The lvmetad_vg_lookup then calls:

if ((pvcn = dm_config_find_node(top, "metadata/physical_volumes")))
                        for (pvcn = pvcn->child; pvcn; pvcn = pvcn->sib)
                                _pv_populate_lvmcache(cmd, pvcn, 0); 

So it takes the metadata from lvmetad and tries to update the lvmcache with PV info. However, one of the PVs is missing!

The problem is that we don't check the return value of _pv_populate_lvmcache and we silently continue and so we end up with lvmetad info and lvmcache info going apart.

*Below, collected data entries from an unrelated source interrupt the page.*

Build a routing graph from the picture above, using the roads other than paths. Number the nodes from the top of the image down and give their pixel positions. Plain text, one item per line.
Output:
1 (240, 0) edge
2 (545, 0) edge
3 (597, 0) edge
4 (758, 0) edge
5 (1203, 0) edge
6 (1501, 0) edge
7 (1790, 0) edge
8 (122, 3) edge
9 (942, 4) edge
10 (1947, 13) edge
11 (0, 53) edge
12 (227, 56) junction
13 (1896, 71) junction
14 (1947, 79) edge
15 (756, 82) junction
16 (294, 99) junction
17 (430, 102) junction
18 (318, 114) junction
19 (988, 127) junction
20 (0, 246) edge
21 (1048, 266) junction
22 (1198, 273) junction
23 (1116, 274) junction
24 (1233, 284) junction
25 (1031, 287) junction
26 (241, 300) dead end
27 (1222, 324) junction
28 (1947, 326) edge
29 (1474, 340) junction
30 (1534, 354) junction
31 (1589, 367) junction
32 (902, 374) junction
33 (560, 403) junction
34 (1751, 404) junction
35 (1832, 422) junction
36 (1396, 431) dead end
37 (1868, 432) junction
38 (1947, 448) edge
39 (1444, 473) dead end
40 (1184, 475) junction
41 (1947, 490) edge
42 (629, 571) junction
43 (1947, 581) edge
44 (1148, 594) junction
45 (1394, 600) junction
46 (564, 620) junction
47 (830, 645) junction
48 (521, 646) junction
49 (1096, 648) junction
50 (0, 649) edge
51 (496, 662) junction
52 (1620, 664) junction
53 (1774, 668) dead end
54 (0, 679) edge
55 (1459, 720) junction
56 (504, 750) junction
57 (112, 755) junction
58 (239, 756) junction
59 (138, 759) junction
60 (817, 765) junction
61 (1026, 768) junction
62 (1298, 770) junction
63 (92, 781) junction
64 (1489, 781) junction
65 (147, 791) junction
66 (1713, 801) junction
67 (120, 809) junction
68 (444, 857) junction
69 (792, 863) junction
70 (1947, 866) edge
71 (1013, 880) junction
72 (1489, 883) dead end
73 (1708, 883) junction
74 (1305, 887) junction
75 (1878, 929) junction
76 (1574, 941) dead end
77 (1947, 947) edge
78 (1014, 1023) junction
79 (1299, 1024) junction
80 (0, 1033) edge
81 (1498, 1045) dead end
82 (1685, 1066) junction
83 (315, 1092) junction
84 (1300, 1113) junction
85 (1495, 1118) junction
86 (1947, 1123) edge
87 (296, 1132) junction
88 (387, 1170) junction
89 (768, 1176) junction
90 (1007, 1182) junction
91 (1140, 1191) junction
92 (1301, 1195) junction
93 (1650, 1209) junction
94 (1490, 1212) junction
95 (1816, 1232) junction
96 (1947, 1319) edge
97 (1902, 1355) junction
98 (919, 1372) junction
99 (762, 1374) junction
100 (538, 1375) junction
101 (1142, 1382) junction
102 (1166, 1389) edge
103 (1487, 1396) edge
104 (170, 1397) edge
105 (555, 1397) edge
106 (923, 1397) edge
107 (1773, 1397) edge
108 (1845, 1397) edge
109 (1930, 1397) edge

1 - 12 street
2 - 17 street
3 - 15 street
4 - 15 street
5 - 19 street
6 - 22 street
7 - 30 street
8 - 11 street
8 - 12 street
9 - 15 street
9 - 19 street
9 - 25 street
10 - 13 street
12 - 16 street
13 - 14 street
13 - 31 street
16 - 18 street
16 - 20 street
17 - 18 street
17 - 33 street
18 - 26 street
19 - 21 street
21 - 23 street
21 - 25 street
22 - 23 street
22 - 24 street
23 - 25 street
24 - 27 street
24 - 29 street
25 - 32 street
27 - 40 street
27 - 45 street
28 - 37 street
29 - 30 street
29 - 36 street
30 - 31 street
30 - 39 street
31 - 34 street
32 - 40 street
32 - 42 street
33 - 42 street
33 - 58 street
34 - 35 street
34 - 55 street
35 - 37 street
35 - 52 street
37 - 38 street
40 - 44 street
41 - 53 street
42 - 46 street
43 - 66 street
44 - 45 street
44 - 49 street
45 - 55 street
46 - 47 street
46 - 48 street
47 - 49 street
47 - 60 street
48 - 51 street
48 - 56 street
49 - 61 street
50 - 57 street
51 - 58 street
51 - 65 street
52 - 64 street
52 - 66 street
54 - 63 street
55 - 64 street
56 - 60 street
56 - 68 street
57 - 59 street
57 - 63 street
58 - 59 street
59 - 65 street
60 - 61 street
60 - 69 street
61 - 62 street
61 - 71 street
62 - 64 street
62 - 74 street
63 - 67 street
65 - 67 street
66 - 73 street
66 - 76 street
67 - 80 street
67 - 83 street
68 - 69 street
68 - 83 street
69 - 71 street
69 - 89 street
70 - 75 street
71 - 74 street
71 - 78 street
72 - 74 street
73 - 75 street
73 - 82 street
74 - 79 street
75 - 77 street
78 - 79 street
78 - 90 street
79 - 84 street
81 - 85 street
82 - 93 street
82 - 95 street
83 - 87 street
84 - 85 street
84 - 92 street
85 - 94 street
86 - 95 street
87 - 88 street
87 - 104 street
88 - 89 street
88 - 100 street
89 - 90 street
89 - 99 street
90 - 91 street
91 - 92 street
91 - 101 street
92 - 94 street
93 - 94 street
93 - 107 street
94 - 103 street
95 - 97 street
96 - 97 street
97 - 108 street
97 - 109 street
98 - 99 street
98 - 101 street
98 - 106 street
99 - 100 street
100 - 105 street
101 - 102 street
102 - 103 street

We should probably error out here directly and mark the VG as "unreliable" and exit. OR, alternatively, we should fix the information given from lvmetad in-situ and additionally mark the VG with "this VG has missing PVs" flag.

Mornfall, any opinion?

Comment 8 Peter Rajnoha 2013-01-10 14:20:40 UTC
(In reply to comment #7)
>   vg = vg_read_for_update(cmd, lp.vg_name, NULL, 0);
> ...
>   if (vg_read_error(vg)) {
>     release_vg(vg);
>     stack;
>     return ECMD_FAILED;
>   }

(...with lvmetad, this passes as VG is considered to be OK and complete...)

Comment 9 Petr Rockai 2013-03-18 14:18:52 UTC
Well, I suggest just checking validity of dev pointers and complaining earlier. A write would fail anyway, so we basically check if we have all dev pointers, and if no, set the PV_MISSING flag or such, ensuring that usual policies apply (no lvcreate, among others).

Comment 10 Petr Rockai 2013-04-03 10:59:23 UTC
This should now work correctly upstream (devices not visible to the lvm command but visible to lvmetad are now treated as MISSING by the command).

Comment 11 Nenad Peric 2013-07-12 07:02:54 UTC
Tested with lvm2-2.02.99-0.13.el6 and marking verified. 
The command fails to execute while PV is missing from the VG, rather than just core dumping. 


[root@tardis-01 ~]# echo offline >/sys/block/sdc/device/state 
[root@tardis-01 ~]# lvcreate vg -n lv_missing_pv -L 5G 
  No device found for PV aAyY75-bLyv-gFgJ-D8Ri-8Cuc-xgdH-eqrZyC.
  Cannot change VG vg while PVs are missing.
  Consider vgreduce --removemissing.